If a line in the data contains "PIERCE", copy it out.

════

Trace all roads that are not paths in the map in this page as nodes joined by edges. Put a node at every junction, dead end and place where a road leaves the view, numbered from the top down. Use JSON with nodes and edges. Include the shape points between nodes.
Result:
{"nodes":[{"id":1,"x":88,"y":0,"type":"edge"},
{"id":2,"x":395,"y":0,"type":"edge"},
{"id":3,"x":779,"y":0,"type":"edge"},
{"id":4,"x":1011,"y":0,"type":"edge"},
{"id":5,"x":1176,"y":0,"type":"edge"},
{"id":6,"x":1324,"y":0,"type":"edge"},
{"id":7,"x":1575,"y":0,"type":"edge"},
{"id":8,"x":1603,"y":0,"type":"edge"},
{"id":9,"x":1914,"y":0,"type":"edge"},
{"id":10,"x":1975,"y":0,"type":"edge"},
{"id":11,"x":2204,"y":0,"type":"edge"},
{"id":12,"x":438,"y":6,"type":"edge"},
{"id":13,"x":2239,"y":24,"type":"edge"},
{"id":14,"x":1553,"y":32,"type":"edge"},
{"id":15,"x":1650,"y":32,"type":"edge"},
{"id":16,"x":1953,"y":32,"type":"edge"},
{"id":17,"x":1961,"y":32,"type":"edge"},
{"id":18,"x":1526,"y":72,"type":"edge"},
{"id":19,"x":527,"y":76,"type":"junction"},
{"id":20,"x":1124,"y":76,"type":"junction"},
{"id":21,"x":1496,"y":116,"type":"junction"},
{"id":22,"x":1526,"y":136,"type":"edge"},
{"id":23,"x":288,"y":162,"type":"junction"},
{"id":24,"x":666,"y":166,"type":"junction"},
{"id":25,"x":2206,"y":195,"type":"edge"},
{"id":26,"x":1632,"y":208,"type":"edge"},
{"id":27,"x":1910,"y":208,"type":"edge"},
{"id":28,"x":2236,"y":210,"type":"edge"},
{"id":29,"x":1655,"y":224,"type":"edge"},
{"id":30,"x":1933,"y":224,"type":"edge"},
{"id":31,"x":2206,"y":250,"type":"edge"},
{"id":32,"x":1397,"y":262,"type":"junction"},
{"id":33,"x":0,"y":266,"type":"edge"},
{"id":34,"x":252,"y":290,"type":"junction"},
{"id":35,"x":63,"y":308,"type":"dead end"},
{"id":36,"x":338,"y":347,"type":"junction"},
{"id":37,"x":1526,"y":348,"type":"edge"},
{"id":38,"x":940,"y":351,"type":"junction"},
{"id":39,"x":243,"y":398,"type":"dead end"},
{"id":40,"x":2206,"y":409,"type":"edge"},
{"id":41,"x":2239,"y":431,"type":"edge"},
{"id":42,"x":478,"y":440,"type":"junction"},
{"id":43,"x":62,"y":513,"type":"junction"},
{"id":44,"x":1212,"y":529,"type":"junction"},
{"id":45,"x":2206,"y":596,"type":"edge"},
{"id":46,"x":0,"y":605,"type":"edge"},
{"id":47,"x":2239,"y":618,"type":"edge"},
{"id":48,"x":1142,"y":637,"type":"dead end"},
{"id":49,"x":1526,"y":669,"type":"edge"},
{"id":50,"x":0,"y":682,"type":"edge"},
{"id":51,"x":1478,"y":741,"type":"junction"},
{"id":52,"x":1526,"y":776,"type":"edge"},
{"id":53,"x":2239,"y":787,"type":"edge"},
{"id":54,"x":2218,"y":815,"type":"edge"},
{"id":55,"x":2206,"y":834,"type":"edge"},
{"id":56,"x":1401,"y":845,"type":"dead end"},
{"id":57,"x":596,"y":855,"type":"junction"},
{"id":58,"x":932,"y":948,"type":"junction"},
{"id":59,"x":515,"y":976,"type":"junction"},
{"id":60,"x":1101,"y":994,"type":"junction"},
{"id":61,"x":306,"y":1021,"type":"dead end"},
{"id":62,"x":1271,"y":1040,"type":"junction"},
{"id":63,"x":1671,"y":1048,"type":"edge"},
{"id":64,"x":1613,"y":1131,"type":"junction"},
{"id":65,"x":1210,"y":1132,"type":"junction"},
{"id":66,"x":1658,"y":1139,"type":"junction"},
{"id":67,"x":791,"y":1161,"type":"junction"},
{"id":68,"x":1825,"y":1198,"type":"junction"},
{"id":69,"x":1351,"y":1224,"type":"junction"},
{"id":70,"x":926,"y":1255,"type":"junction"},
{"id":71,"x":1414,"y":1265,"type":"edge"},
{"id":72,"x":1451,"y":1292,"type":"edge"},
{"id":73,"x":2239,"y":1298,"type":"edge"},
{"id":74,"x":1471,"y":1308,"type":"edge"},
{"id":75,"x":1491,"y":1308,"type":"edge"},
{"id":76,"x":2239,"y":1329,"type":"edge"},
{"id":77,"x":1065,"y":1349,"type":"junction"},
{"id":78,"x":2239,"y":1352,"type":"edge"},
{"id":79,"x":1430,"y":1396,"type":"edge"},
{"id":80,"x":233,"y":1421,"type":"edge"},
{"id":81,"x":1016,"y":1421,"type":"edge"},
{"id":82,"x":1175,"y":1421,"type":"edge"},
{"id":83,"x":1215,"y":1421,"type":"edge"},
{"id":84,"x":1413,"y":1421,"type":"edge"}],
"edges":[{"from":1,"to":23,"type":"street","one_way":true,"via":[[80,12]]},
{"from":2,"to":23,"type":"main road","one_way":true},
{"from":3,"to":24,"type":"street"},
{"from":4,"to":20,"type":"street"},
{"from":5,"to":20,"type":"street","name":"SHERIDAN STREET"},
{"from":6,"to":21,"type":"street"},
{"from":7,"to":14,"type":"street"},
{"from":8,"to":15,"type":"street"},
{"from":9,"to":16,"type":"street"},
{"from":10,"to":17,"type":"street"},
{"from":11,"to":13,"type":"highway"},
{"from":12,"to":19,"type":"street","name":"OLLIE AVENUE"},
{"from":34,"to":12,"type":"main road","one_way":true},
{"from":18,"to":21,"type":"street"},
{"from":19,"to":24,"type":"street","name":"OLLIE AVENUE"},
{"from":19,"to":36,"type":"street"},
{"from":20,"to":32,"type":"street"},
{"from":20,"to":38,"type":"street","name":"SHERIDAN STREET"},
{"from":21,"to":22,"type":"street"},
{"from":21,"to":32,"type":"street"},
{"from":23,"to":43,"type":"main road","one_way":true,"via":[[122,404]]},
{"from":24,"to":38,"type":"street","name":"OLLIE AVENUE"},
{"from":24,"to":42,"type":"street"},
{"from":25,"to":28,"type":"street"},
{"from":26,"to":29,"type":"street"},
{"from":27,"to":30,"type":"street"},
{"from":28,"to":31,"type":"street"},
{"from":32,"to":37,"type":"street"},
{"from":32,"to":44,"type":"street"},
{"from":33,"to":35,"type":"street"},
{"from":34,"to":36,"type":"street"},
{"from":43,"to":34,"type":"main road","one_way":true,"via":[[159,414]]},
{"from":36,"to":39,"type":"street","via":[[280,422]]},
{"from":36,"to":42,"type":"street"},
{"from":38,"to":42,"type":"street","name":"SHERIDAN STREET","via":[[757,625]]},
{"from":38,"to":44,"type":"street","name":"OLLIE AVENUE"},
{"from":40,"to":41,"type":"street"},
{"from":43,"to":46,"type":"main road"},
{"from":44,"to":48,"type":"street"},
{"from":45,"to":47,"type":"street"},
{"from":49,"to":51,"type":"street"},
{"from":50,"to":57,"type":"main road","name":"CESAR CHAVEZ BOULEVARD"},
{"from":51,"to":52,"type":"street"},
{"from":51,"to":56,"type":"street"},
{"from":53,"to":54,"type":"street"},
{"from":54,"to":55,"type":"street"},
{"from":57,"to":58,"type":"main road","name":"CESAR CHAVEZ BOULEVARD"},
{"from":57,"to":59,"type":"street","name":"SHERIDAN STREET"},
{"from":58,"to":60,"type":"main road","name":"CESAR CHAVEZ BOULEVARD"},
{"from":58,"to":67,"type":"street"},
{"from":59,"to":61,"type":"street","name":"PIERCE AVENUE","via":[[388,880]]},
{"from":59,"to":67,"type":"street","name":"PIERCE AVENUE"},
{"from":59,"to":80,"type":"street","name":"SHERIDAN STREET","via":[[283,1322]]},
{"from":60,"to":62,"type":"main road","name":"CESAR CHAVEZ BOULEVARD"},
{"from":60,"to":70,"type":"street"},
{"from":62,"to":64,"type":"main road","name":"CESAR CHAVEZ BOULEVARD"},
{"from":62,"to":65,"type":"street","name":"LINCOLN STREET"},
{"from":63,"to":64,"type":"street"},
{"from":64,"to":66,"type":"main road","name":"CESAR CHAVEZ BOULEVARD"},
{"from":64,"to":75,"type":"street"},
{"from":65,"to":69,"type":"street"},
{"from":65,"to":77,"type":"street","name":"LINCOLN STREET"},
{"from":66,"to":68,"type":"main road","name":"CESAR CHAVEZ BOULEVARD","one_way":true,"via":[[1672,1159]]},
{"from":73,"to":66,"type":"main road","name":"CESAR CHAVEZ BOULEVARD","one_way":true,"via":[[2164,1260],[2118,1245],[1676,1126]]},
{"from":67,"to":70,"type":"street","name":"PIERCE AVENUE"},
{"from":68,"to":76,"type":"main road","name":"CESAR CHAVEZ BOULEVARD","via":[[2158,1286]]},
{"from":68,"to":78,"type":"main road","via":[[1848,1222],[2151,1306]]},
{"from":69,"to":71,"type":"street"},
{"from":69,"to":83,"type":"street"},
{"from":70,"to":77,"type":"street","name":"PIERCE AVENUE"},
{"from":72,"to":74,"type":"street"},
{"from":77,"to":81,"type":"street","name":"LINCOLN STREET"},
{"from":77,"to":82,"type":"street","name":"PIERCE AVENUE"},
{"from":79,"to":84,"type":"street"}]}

════

Task output —
{"from":59,"to":61,"type":"street","name":"PIERCE AVENUE","via":[[388,880]]},
{"from":59,"to":67,"type":"street","name":"PIERCE AVENUE"},
{"from":67,"to":70,"type":"street","name":"PIERCE AVENUE"},
{"from":70,"to":77,"type":"street","name":"PIERCE AVENUE"},
{"from":77,"to":82,"type":"street","name":"PIERCE AVENUE"},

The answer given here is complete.